- _EXERCISE AIM_: Where "graph" appears in a line of the entries below, that line should be copied.

Collected data
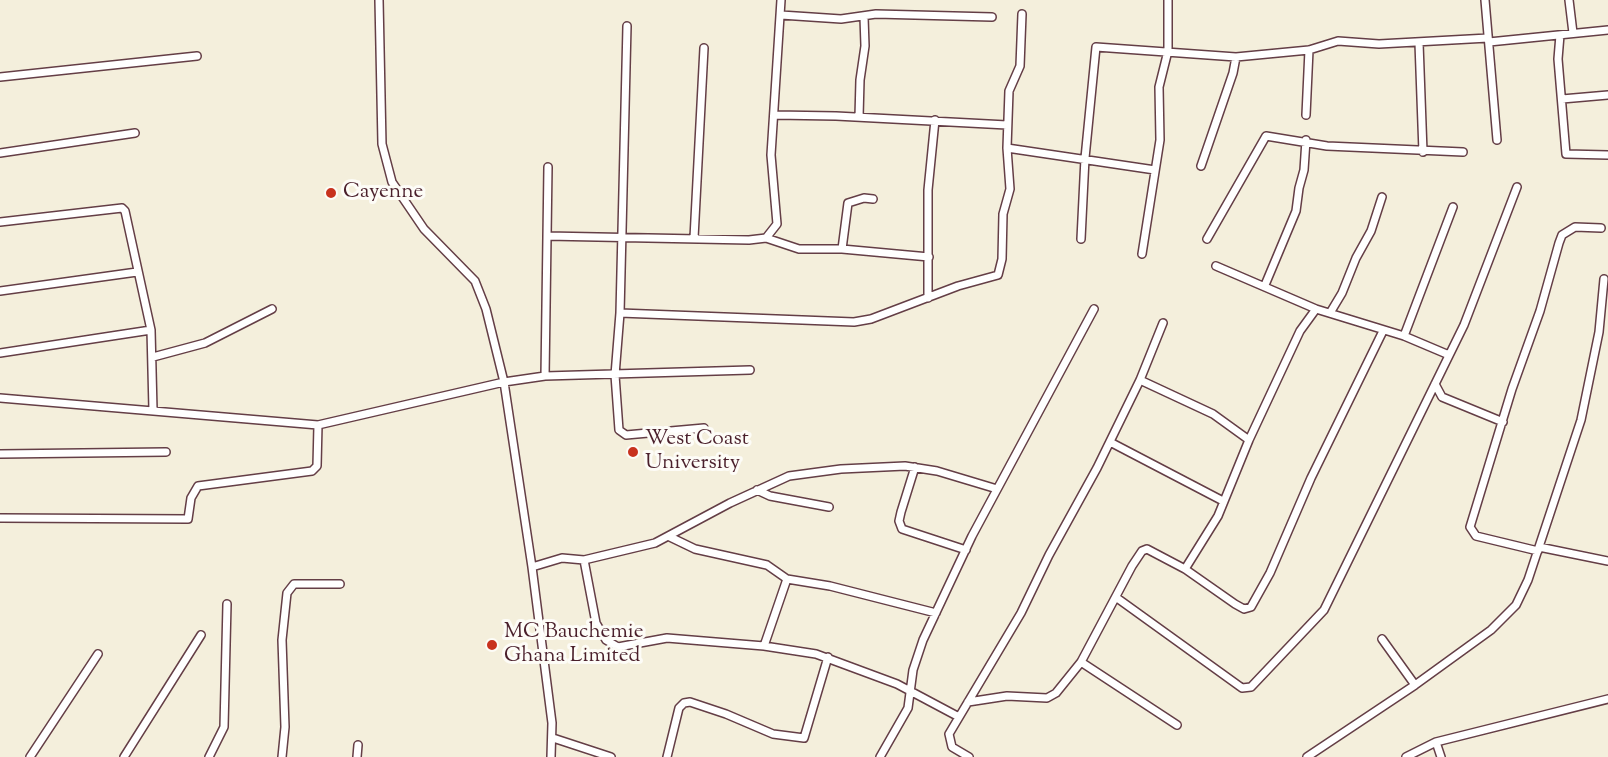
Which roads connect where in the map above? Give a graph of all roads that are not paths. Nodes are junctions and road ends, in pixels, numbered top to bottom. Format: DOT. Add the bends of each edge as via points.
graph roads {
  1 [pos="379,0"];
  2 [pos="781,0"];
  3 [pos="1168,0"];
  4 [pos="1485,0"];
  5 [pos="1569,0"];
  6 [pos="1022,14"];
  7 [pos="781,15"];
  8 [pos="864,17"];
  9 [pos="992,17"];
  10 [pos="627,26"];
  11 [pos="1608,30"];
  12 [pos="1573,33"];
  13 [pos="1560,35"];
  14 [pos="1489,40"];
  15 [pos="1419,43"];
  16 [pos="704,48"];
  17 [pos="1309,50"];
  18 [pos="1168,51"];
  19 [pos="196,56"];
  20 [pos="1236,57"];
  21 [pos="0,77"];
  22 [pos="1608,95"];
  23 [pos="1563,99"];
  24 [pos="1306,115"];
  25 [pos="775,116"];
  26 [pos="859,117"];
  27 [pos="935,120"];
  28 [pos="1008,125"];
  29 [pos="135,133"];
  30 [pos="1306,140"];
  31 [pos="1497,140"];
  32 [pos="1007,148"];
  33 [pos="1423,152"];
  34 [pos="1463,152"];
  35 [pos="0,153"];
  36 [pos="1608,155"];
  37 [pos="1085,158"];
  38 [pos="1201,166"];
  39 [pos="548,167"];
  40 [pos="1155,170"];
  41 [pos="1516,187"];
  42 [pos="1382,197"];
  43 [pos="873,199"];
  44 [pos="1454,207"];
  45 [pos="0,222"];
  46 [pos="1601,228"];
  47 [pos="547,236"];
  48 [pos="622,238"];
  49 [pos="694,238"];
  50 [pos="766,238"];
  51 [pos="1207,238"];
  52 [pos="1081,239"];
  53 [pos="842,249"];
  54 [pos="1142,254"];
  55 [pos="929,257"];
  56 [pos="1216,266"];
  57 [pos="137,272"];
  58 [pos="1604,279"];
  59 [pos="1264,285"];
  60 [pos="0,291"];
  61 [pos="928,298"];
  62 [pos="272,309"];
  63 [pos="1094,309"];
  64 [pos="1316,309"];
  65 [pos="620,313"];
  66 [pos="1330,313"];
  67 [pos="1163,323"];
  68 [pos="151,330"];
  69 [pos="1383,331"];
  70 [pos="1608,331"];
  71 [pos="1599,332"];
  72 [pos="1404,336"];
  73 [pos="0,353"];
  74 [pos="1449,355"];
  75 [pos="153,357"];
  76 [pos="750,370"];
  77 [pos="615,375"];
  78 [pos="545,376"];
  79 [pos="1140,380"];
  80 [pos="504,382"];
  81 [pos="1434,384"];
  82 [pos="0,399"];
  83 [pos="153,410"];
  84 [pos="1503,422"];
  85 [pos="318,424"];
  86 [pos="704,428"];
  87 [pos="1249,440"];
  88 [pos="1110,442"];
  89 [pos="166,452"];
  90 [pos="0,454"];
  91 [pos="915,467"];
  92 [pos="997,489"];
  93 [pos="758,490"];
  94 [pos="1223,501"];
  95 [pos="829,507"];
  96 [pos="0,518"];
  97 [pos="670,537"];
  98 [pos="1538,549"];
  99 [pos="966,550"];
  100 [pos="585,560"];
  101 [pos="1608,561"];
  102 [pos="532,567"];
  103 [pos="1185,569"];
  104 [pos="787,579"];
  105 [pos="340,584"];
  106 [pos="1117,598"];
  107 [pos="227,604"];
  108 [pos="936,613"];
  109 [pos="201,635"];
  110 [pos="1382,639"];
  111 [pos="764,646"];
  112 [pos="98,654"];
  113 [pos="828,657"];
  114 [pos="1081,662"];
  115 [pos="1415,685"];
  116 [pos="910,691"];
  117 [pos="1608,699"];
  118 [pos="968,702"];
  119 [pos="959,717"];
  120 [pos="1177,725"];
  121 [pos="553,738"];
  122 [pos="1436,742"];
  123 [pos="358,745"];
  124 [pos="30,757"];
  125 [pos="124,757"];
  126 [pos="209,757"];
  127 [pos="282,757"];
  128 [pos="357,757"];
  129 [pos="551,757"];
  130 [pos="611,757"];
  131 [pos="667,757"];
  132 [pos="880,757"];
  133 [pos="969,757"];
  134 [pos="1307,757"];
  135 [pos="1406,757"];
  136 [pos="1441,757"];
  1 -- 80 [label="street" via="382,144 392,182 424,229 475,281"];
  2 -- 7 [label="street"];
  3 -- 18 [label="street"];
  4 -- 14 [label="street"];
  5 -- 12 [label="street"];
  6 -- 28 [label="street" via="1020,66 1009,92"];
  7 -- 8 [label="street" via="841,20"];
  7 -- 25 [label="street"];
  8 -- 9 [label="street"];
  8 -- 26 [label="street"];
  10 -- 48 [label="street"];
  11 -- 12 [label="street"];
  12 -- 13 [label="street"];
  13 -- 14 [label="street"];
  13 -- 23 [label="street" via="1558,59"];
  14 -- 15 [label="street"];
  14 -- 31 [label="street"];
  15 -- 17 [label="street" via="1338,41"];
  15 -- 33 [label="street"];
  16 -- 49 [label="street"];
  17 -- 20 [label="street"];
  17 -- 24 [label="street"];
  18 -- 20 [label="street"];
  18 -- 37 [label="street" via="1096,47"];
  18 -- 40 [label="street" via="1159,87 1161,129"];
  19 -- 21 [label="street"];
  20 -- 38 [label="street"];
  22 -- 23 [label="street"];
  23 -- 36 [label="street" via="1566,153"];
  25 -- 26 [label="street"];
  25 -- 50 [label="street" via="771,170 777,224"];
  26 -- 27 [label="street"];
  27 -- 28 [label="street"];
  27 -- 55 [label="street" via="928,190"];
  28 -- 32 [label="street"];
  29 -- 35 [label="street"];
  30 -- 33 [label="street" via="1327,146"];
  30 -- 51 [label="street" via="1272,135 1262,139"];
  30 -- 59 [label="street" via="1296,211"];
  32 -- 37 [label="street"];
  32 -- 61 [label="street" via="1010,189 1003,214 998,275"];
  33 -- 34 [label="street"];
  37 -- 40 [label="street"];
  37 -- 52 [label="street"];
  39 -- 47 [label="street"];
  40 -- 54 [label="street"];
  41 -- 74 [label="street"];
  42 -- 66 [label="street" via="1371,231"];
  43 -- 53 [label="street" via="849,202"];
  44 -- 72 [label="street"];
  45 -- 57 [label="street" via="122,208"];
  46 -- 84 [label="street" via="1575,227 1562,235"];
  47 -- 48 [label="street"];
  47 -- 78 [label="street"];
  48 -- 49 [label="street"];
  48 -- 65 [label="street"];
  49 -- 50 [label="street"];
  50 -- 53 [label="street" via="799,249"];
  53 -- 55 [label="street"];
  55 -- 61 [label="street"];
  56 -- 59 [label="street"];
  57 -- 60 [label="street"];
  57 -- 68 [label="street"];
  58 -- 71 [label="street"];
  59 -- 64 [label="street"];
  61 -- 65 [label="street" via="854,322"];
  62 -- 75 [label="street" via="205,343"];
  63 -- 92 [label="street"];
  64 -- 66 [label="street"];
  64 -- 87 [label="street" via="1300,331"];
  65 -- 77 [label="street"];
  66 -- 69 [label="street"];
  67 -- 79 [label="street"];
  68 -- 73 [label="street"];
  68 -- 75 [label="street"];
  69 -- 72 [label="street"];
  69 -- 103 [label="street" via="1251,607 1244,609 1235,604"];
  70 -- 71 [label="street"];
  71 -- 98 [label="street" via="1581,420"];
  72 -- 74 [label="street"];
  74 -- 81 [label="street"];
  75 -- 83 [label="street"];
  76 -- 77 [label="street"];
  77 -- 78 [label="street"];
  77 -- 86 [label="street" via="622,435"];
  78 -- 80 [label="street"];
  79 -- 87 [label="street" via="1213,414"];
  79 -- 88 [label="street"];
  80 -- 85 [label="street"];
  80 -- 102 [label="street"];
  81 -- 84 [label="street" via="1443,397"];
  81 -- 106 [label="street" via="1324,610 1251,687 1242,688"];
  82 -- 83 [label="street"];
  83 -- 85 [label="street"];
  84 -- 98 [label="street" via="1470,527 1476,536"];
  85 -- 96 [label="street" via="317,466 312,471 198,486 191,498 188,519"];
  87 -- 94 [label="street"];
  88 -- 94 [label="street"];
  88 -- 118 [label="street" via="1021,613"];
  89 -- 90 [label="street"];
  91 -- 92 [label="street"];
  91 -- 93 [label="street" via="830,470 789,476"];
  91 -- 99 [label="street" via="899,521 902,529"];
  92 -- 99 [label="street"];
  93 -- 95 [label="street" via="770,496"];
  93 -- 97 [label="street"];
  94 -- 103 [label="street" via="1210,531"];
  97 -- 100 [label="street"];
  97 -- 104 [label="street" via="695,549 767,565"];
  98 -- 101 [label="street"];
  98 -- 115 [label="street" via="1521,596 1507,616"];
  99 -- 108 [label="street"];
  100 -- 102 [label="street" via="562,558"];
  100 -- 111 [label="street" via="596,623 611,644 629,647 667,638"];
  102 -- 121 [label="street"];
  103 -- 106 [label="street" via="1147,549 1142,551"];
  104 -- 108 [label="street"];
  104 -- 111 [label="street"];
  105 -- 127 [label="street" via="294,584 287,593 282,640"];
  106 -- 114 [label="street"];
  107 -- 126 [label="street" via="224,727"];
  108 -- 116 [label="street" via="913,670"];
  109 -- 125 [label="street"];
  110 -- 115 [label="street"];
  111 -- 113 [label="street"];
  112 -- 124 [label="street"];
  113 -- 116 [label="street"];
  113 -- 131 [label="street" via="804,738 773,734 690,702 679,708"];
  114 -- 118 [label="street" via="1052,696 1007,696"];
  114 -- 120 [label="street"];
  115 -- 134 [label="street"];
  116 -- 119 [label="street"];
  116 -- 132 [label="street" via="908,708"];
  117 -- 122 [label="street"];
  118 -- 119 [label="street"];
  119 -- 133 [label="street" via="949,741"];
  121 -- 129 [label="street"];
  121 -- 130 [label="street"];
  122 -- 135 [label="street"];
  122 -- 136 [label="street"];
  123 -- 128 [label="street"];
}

- _EXERCISE SOLUTION_:
Which roads connect where in the map above? Give a graph of all roads that are not paths. Nodes are junctions and road ends, in pixels, numbered top to bottom. Format: DOT. Add the bends of each edge as via points.
graph roads {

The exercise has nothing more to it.